I can see what you're saying. The reason I gave the advice I did though was because as a single mom, I can tell you that all the duties involved (not just with the child care itself, but the chores associated with it) are overwhelming to manage all on your own and she resents that he hasn't had to do any of it. You'll see what I mean once you have your baby - they are constant work. Even when they're asleep, there will be stuff that to do. I was mainly thinking she could show him how to do stuff like prepare bottles or other stuff she does for Emma, which he has to learn anyway. That way he would see his daughter and get a feel for it all before just taking the baby away.
I think the main reason we all suggested he put off the legal action (for now) was because it may kill any civility and amiability thats possible between him and his ex. She would resent him forever for it, and the child would grow up the hostility. If things dont improve after some time, Id say he should consider it again but the ideal scenario would be to have them work out things between themselves and even be friends one day. If thats possible, I think he should give it a shot before taking her to court.

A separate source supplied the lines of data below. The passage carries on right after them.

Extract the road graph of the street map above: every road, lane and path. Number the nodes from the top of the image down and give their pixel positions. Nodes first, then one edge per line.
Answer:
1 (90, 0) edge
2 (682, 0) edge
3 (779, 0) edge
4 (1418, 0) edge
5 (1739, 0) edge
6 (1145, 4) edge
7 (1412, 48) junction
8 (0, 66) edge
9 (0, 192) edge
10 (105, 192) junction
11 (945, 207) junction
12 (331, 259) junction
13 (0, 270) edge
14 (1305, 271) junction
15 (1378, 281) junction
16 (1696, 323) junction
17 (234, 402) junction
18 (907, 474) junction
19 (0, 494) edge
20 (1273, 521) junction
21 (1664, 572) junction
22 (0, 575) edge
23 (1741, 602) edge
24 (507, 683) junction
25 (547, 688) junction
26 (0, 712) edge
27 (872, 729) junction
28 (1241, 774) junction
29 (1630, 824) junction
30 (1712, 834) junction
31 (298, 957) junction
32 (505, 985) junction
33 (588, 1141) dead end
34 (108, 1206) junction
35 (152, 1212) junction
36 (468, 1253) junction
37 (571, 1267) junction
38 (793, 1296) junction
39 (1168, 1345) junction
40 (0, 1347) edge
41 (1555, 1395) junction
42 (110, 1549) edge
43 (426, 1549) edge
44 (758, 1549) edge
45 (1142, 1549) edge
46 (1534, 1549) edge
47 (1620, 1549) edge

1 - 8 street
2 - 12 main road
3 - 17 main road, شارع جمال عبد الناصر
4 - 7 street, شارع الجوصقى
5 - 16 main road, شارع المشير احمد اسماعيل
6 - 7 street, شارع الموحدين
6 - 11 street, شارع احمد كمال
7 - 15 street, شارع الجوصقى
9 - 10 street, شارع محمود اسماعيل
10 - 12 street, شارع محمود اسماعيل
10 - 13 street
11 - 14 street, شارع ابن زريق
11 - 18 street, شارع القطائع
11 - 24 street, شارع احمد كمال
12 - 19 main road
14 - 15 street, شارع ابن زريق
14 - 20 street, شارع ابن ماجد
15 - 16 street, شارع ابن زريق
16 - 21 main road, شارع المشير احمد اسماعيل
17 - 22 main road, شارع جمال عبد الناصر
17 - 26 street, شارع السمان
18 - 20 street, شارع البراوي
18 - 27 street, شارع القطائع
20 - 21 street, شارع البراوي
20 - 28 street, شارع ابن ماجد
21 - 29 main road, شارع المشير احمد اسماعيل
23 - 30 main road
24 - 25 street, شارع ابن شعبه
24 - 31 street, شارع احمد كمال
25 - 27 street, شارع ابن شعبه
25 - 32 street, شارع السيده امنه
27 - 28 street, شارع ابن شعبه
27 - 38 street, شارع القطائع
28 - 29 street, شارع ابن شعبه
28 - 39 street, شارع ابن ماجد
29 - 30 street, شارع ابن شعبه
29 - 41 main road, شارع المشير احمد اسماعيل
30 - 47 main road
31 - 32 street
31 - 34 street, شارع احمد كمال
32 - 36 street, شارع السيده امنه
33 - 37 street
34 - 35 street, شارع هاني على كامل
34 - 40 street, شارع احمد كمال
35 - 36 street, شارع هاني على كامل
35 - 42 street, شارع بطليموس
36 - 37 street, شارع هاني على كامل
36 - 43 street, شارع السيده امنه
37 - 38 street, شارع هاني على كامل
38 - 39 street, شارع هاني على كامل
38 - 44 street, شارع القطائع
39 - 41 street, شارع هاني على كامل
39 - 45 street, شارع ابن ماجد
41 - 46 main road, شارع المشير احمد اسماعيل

If youre not a single mom, then I dont think you really relate to why the ex has been so emotional and hostile. Being pregnant and alone" and not having an OH like 80% of the other moms out there is very isolating and an incredibly hard. My baby is nearly 9 months old now, and I still cringe when people ask me about her Dad or "my husband" and I feel awkward explaining that Im single and feel like shit afterwards every time. Having solicitors come after her now will be very upsetting for everyone involved and itll take forever for her to recover and forgive him. It sounds like shes coming around now, and I really think its really worth giving a fair chance before he starts getting lawyers and judges involved.
Oh, I am sure that it is hard to do things on your own and to have to take care of a child that should have had two parents to help ease the burden of the care taking. But from his description of her she doesn't seem to have moved on. And this happened to a friend of mine, he offered to come over and help with the housework, or give her a mothers day gift from the child. and she took it as they were semi back together and for 6 years. And he still had a girlfriend and had a baby with the new girlfriend. But she never gave up hope that they would be together because she mistook his helping out in her home for the child's sake, as being there for HER and wanting to be with her. Not the daughter. So after 6 years she finally realized he wasn't leaving the girlfriend for her and it all exploded. She took away all his abilities to see his daughter and was full of hate for him for "betraying" her again.
That is what I meant by wait till you know she knows it's not going to happen between the two of them because in the end, that can blow up in his face.
entireley up to you if you want to take offence at that post. I apologise, that was not my intention.
What I was merely trying to point out is that just by putting your name on the BC you will gain a responsiblity to keep TRACK of your daughter, meaning that your ex can update you on your daughter, but you also need to contact her regarding her.
Also, what you are thinking of is a court order regarding taking her out of the country. Any mother can do it, as all she needs to do is show her BC (whether your name on it or not) and that gives her permission to take her abroad is she wants to (i'm not saying she is going to run away to america with her, i am just saying for holidays sake shall we say) If you have a concern about her taking her out of the country you need to apply for a court order.
and having his name on the birth certificate not only shows the world that he acknowledges her birth and accepts her, but it also lets HER know he cares enough about her to do so. And having formal acknowledgement of the child being part his does give him parental rights over the child that he otherwise would not have.
actually in regards to taking her out of the country, she cannot even get your daughter a passport without the signature and consent of both parties. I am currently looking into getting the citizenship and passports for my son once he is born, and it states that both parents have to be in agreement or there is no passport issued. So she cannot just take her out of the country anytime. And if you take a child out of the country without the other parents knowledge you can file for kidnapping and the mother would instantly either have to return with your daughter or be charged as a kidnapper.
And those things can only be done if you are formally acknowledge as the child's father, as long as the father legally is "unknown" she is right, she can just take your daughter out of the country and you get no say in it. Which is also why I said you shouldn't stop going to court.
A fathers rights to a child are extremely limited as it is, so much power is in the mothers hands. So if you are willing and able to be a responsible father...then I say go for it and fight for your rights with your daughter. Just because it might create animosity NOW between you and the girls mother, doesn't mean it will always be that way. Yes, it can make her feel backed into a corner atm, but in the long run it isn't about the mother, it's about your daughter and you and being able to have structure and be in her life in a fatherly manor, not at the whim of the mother and on her benevolence.